_EXERCISE OBJECTIVE_
Only the lines from the beginning of the listing below through the line with "Extract the road" belong in the answer; please print them exactly and drop the pictures.

_MATERIAL PROVIDED_
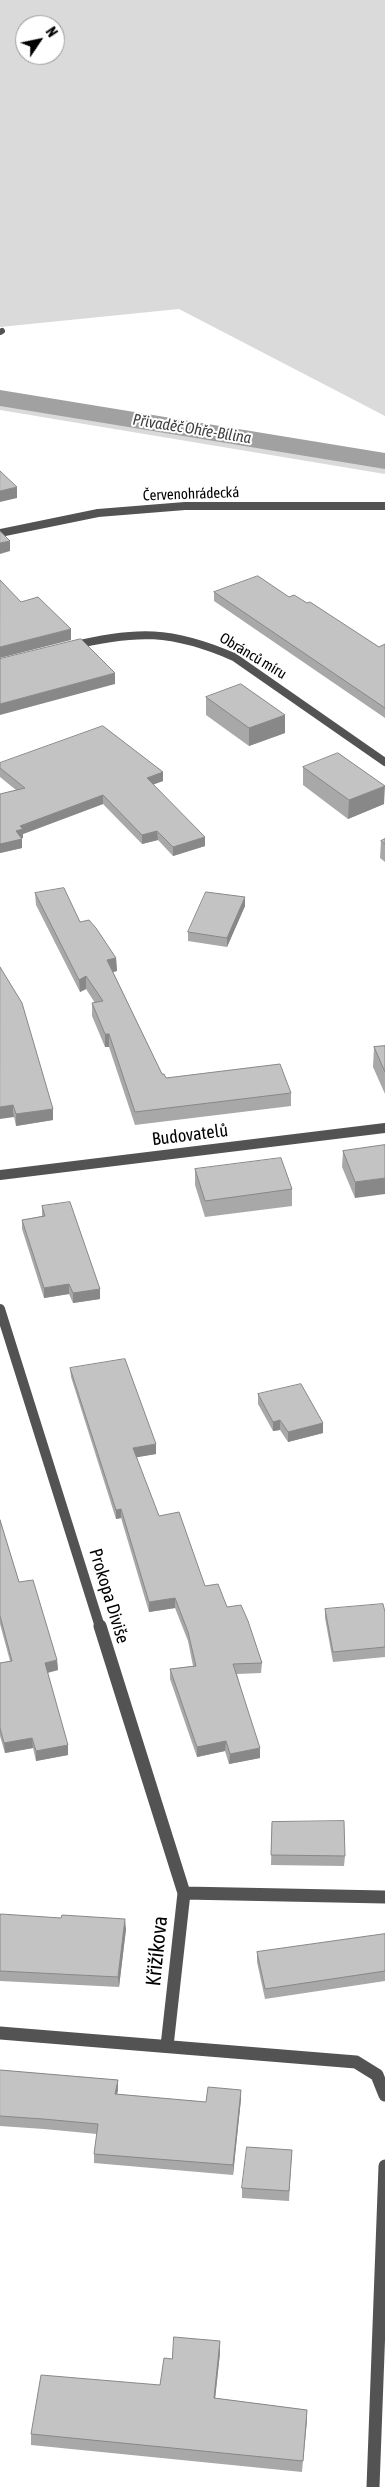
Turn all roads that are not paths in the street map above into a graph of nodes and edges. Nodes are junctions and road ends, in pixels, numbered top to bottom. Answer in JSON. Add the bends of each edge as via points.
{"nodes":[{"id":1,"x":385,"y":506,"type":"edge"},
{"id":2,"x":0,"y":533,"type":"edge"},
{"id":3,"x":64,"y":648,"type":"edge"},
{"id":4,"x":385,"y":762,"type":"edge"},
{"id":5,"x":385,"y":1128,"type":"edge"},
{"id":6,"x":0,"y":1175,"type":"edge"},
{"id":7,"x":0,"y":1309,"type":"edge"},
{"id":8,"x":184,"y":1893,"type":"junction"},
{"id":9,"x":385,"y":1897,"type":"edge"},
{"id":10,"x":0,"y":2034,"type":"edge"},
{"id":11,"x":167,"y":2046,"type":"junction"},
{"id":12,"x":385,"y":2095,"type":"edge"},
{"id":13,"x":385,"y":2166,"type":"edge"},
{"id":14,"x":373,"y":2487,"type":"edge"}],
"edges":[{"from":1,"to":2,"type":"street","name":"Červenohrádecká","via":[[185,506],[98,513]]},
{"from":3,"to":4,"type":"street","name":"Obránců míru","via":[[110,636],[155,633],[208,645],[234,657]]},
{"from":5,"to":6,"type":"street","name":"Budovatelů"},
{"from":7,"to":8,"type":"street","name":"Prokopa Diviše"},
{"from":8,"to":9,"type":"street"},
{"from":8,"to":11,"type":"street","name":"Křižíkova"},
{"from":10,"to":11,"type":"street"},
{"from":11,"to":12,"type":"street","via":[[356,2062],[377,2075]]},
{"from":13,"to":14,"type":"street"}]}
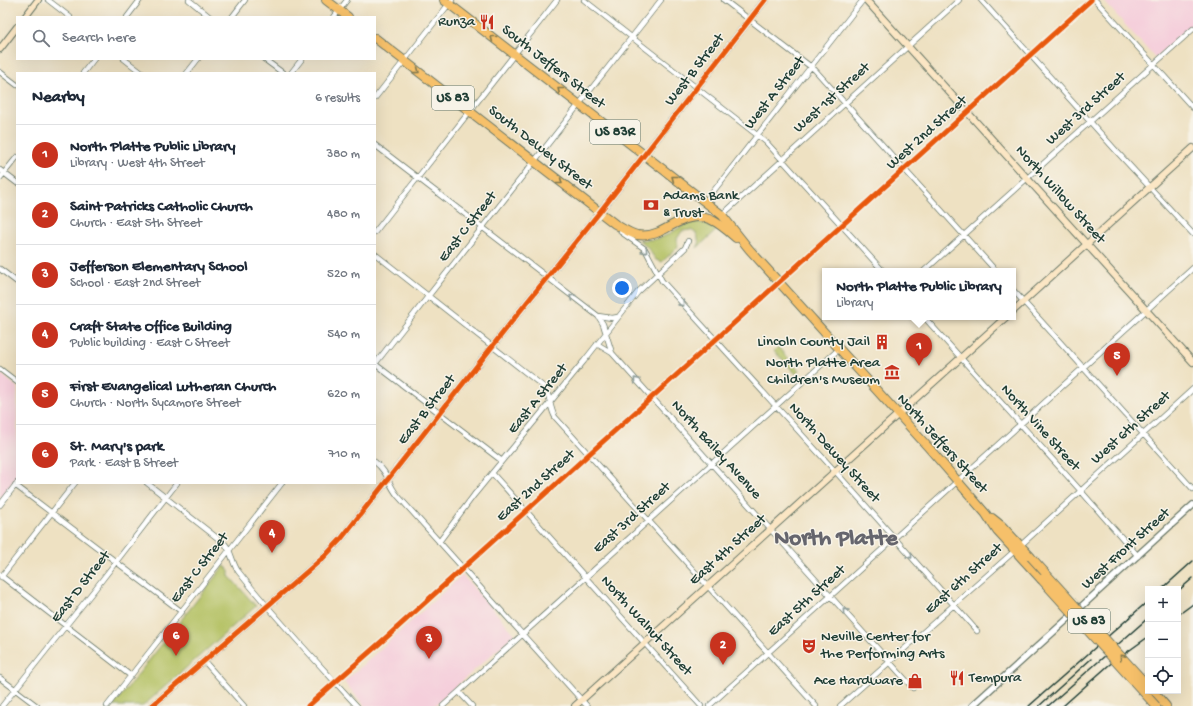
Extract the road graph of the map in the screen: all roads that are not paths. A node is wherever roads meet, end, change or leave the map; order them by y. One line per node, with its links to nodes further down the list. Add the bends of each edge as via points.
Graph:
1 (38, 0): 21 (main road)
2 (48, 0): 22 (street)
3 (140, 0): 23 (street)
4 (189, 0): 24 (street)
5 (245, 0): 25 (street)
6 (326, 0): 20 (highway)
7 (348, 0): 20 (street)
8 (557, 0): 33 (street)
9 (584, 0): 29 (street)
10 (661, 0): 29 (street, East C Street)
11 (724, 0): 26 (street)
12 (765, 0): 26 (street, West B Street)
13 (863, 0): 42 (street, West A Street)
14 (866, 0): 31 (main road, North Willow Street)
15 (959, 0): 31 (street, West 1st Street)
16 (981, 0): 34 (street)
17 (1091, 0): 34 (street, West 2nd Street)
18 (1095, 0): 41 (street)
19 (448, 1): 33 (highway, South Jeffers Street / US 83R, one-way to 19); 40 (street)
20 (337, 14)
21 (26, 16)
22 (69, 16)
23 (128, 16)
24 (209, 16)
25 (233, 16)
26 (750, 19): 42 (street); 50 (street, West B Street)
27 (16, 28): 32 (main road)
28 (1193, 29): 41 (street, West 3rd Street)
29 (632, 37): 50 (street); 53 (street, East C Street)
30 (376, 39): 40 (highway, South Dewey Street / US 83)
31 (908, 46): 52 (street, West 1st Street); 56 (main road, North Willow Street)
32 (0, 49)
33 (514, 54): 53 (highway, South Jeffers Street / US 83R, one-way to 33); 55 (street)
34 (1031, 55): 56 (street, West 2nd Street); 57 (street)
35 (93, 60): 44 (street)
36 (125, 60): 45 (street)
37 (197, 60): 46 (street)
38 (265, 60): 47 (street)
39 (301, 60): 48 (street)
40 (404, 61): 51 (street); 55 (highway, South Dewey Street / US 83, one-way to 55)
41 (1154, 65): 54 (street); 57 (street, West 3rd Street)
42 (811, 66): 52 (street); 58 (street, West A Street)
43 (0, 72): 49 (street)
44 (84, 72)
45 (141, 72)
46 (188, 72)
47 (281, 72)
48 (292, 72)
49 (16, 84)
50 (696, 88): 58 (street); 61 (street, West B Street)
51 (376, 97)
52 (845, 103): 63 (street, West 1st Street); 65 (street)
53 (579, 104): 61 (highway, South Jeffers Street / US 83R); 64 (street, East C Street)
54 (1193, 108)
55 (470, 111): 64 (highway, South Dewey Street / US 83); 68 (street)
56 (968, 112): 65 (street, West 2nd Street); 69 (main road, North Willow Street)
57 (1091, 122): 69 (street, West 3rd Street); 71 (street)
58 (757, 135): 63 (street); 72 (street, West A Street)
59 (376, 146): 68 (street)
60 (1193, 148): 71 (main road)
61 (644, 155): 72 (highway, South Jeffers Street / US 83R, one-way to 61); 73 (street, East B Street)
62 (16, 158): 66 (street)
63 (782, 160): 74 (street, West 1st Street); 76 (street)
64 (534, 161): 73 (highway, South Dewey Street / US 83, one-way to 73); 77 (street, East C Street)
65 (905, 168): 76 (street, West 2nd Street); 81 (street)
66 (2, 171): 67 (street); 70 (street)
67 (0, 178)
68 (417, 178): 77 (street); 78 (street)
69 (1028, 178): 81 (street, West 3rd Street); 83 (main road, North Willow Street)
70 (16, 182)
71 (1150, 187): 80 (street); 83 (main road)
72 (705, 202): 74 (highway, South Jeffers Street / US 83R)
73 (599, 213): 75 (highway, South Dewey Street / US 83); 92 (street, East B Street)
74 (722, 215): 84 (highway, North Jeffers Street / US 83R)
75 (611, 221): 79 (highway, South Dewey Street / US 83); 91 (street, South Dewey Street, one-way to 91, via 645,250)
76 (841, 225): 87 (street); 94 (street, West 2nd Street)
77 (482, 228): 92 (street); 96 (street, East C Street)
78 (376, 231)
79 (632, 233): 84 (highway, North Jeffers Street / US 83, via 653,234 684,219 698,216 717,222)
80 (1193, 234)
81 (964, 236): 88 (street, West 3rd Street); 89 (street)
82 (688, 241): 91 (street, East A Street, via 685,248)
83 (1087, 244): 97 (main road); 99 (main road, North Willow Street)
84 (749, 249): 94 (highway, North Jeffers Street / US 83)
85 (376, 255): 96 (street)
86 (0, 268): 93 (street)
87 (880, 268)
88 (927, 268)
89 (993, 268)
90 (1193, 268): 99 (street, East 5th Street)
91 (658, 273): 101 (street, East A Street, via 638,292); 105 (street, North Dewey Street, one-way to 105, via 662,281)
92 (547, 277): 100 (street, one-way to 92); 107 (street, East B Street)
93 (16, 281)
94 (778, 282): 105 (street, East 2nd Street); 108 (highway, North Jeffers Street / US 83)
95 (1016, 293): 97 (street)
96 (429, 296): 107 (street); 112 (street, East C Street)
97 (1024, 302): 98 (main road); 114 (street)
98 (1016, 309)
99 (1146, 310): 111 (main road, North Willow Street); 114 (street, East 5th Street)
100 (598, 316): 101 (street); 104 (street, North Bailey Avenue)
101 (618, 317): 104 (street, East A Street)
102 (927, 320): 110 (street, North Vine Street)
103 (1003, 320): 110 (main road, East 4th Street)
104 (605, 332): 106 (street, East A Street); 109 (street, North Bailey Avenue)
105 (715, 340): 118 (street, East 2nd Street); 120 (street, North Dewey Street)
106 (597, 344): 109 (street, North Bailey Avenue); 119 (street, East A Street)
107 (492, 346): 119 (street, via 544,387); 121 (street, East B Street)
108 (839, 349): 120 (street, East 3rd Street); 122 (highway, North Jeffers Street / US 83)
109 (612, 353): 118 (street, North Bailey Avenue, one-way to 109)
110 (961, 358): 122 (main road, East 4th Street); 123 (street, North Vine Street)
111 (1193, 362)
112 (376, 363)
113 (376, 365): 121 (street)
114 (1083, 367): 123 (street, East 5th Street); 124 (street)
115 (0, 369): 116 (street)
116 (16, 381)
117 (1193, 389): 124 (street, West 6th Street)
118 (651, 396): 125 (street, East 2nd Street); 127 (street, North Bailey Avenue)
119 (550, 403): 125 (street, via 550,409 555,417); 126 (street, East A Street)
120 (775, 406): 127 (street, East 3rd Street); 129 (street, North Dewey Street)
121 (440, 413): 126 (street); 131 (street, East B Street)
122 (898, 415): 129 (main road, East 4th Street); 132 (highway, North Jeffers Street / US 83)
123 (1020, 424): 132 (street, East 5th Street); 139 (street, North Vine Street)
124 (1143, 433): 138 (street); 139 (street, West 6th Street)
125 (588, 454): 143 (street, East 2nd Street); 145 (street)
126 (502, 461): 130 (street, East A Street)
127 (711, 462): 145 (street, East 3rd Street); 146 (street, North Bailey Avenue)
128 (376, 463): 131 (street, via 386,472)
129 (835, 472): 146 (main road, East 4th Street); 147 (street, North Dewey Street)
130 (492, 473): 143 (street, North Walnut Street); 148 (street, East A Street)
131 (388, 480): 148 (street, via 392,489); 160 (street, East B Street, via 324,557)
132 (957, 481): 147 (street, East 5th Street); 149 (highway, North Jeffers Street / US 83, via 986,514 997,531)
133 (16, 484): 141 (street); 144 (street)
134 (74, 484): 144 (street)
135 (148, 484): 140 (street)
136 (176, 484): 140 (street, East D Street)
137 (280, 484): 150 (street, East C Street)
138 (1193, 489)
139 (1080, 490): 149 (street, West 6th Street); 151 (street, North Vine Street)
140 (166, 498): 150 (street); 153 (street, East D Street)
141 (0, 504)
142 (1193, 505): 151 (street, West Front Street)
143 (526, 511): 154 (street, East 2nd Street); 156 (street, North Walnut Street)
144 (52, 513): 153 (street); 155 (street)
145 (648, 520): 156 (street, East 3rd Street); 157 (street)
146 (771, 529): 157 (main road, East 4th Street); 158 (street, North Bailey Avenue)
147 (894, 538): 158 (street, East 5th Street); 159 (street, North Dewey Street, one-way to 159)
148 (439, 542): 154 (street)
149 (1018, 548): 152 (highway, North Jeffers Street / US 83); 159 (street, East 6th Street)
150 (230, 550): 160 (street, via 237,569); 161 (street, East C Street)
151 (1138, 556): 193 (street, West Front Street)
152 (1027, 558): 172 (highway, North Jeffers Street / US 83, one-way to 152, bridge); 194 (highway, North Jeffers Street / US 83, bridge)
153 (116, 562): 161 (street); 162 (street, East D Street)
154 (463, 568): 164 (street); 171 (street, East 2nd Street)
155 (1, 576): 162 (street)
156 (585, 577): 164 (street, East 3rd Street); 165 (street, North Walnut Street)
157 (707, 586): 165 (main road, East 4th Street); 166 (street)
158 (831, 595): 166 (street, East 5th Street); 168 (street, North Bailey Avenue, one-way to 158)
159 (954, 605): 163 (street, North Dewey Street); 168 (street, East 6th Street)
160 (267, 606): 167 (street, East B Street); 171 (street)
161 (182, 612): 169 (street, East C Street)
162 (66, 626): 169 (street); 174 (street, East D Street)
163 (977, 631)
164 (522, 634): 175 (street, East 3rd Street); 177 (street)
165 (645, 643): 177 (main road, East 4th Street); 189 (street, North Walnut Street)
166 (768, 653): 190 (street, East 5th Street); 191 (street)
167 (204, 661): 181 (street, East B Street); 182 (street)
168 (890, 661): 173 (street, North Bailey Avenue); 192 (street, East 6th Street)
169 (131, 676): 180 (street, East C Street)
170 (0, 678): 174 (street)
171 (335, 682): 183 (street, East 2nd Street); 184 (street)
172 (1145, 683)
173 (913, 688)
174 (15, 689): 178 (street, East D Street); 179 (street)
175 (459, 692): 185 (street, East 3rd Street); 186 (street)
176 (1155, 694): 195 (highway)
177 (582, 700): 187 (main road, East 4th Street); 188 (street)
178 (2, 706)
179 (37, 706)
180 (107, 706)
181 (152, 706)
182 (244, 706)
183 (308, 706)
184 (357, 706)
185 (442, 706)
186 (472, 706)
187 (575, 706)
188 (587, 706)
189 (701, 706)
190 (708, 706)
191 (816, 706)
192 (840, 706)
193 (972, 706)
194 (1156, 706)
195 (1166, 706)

_SOLUTION TO THIS TASK_
Turn all roads that are not paths in the street map above into a graph of nodes and edges. Nodes are junctions and road ends, in pixels, numbered top to bottom. Answer in JSON. Add the bends of each edge as via points.
{"nodes":[{"id":1,"x":385,"y":506,"type":"edge"},
{"id":2,"x":0,"y":533,"type":"edge"},
{"id":3,"x":64,"y":648,"type":"edge"},
{"id":4,"x":385,"y":762,"type":"edge"},
{"id":5,"x":385,"y":1128,"type":"edge"},
{"id":6,"x":0,"y":1175,"type":"edge"},
{"id":7,"x":0,"y":1309,"type":"edge"},
{"id":8,"x":184,"y":1893,"type":"junction"},
{"id":9,"x":385,"y":1897,"type":"edge"},
{"id":10,"x":0,"y":2034,"type":"edge"},
{"id":11,"x":167,"y":2046,"type":"junction"},
{"id":12,"x":385,"y":2095,"type":"edge"},
{"id":13,"x":385,"y":2166,"type":"edge"},
{"id":14,"x":373,"y":2487,"type":"edge"}],
"edges":[{"from":1,"to":2,"type":"street","name":"Červenohrádecká","via":[[185,506],[98,513]]},
{"from":3,"to":4,"type":"street","name":"Obránců míru","via":[[110,636],[155,633],[208,645],[234,657]]},
{"from":5,"to":6,"type":"street","name":"Budovatelů"},
{"from":7,"to":8,"type":"street","name":"Prokopa Diviše"},
{"from":8,"to":9,"type":"street"},
{"from":8,"to":11,"type":"street","name":"Křižíkova"},
{"from":10,"to":11,"type":"street"},
{"from":11,"to":12,"type":"street","via":[[356,2062],[377,2075]]},
{"from":13,"to":14,"type":"street"}]}
Extract the road graph of the map in the screen: all roads that are not paths. A node is wherever roads meet, end, change or leave the map; order them by y. One line per node, with its links to nodes further down the list. Add the bends of each edge as via points.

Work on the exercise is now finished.